A pesquisa considerou a hipótese de que crianças diagnosticadas com desvio fonológico estariam apresentando uma posição refratária às mudanças nos padrões de fala. Essa posição estaria sendo assumida pela criança como uma resposta a uma dificuldade de sair do período de dependência relativa em relação à função materna e caminhar rumo à independência (Winnicott, 1983/2007) e dessa maneira tentar satisfazer o desejo materno de manter a criança numa posição infantilizada. Isso faz com que a criança produza uma manifestação sintomática - o desvio fonológico - e não se preocupe em ser ou não compreendida pelos demais.

Dado o grau de precocidade das funções orgânicas de uma criança ao nascer, ela necessita de outro semelhante que faça a dupla função no início da vida: os cuidados em relação à sobrevivência orgânica e os cuidados simbólicos por meio de atribuições de sentidos e significações em relação as suas manifestações (gestos e choros, por exemplo), sendo inserida no campo do Outro (inicialmente representado pela função materna). A criança vai sendo então antecipada, falada no discurso dos pais mesmo antes de nascer, pois estes imaginam como ela vai ser, com quem vai se parecer etc., colocando-a numa condição de dependência em relação ao Outro (Gurski, 2010).

Essa dependência faz com que, num primeiro momento de constituição psíquica, a criança assuma o lugar de ser o objeto de desejo de sua mãe. O problema que se coloca para a criança, a partir de então, é o de responder ou não a esse desejo materno. Para que essa questão se coloque num segundo momento, é preciso que a função do pai seja reconhecida tanto pela mãe quanto pela criança, de modo que ele possa intervir nessa relação dual, o que possibilitará que a mãe, aos poucos, enderece seu desejo para outras tarefas e também para outras pessoas que não somente o seu filho. Quando esse primeiro registro da função paterna existe, mas não desempenha o seu papel de forma satisfatória, algo precisa surgir nessa lacuna: por vezes um sintoma (Laznik, 2013). E por que não um sintoma de linguagem?

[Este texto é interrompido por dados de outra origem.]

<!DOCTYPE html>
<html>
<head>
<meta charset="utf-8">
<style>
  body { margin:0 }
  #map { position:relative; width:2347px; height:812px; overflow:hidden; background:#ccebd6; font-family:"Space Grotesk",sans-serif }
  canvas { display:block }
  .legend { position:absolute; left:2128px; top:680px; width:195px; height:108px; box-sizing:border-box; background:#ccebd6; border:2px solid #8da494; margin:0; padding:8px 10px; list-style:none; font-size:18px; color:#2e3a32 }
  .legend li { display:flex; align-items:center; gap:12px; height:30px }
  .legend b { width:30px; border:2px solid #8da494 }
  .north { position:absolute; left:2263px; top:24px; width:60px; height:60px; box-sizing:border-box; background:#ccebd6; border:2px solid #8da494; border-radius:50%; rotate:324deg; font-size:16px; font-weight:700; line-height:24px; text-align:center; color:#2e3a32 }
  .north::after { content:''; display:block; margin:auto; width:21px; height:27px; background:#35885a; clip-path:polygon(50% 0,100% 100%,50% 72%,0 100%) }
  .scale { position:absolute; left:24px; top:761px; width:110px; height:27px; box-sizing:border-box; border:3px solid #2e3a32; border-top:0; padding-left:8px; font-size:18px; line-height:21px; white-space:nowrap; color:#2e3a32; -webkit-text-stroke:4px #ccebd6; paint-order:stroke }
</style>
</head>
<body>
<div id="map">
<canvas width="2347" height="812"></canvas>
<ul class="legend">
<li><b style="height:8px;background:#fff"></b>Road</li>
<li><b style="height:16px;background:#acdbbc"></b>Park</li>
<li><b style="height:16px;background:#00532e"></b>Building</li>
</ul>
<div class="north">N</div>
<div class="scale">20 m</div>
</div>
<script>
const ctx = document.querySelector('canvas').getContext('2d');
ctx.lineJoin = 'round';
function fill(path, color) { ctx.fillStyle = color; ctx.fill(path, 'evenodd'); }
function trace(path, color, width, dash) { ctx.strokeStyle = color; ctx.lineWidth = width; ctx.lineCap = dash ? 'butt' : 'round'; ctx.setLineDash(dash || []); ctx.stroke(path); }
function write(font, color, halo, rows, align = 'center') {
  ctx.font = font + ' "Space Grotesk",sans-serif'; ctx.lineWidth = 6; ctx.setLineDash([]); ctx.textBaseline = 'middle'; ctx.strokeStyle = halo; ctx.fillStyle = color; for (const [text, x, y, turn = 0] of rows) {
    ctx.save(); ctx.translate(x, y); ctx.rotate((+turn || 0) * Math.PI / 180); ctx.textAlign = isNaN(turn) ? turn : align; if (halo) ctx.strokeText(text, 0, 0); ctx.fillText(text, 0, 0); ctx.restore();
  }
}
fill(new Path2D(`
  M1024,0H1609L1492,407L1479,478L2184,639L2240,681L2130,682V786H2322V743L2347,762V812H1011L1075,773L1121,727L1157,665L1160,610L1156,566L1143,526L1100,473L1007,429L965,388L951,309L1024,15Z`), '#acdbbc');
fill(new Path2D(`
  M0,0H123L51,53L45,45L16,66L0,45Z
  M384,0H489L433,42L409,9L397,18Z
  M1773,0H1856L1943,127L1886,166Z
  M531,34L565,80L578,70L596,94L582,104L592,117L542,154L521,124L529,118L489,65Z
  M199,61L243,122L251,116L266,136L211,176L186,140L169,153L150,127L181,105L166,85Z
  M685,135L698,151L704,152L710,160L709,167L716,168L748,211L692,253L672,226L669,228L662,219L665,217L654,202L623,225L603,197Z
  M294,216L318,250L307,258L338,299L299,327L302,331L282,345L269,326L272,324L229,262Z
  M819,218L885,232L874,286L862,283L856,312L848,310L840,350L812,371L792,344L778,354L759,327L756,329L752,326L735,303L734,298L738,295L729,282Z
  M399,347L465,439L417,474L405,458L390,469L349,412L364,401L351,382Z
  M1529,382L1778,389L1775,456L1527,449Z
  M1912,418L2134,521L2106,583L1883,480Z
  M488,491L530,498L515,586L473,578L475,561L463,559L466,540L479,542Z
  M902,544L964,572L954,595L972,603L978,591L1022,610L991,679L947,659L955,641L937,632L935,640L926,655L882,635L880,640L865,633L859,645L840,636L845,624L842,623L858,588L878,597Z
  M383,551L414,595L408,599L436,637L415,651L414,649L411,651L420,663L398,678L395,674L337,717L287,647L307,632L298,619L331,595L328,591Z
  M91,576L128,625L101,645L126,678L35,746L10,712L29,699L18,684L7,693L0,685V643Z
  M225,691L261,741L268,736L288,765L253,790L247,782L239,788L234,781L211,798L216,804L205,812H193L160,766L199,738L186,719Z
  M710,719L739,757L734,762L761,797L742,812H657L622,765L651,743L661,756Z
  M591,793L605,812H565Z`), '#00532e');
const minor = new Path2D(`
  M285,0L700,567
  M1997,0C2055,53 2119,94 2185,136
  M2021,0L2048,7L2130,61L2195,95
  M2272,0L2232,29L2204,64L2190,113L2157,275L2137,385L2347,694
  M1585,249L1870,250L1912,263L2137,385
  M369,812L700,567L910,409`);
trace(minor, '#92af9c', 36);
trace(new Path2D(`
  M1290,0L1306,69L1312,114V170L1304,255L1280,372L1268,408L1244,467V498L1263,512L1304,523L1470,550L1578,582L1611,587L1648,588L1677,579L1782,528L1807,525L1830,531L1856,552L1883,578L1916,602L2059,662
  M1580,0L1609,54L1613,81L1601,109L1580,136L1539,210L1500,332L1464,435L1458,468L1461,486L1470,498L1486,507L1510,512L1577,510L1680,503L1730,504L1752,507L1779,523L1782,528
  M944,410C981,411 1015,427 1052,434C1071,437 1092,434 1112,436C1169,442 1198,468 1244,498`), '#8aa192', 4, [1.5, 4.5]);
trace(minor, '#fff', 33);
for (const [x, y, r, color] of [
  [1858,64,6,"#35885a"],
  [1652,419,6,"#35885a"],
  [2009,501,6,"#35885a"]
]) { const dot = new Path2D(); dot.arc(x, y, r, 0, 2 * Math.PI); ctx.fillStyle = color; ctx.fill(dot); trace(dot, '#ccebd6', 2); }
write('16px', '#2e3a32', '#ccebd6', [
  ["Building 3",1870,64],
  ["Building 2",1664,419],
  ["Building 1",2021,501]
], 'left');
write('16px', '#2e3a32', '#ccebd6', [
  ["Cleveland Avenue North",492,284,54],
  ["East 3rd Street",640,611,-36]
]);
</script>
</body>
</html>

As manifestações sintomáticas da infância são produzidas como resposta à demanda parental, cumprindo uma função de laço entre o corpo da criança e os que a cercam (família, escola...). Nessa perspectiva, o sintoma da criança tem uma dupla vertente, pois emerge como real no seu próprio corpo e ao mesmo tempo como pertencente ao campo das funções parentais. Dessa forma, o sintoma clínico parece ter a propriedade de se fazer ouvir ao mesmo tempo em que se apresenta como uma mensagem cifrada que tem os pais como endereço certo (Ferrari, 2012).

Para observar estes aspectos no discurso da criança elegeu-se como instrumento os contos de fadas clássicos. Contar estórias às crianças é uma atividade bastante corriqueira, nas mais diversas culturas do mundo e em várias situações. Como se sabe, essa prática vem se reproduzindo através dos tempos de maneira quase intuitiva. A maior parte delas, na realidade, estava em circulação oral por centenas de anos. Apelando para o despertar de sentimentos de identificação, amor, ódio, inveja, medo etc., os contos são portadores do ideal do Outro - aquele que representa a lei, as regras, a moral e, portanto, demanda algo da criança. Por esse motivo, ainda despertam o seu interesse (Jerusalinsky, 2011).

Os contos de fadas podem propiciar à criança mais clareza em seu universo afetivo, auxiliando-a a reconhecer, mesmo de forma inconsciente, alguns de seus problemas e oferecendo-lhe perspectivas de soluções, mesmo que provisórias. As narrativas são meios de poder agir diante dos impasses da constituição psíquica (Bettelheim, 1980). Assim sendo, os contos de fadas são uma forma valiosa e prazerosa que permite acessar questões psíquicas relacionadas ao desvio fonológico.

Método

Desenho do estudo

A pesquisa é de caráter exploratório e abordagem qualitativa, a partir da análise de conteúdo proposta por Minayo (2010), em que foram observados núcleos de sentido das comunicações para fins analíticos.

Participantes

Participaram da pesquisa dez crianças e quatro juízes. Em relação às crianças, para participar da pesquisa elas deveriam ter idade entre quatro anos e sete anos e 11 meses, serem diagnosticadas e encaminhadas ao serviço de atendimento fonoaudiológico de uma instituição de ensino superior com desvio fonológico e estarem inscritas na lista de espera do serviço. Ainda, precisavam consentir com a assinatura do termo de consentimento livre e esclarecido (TCLE).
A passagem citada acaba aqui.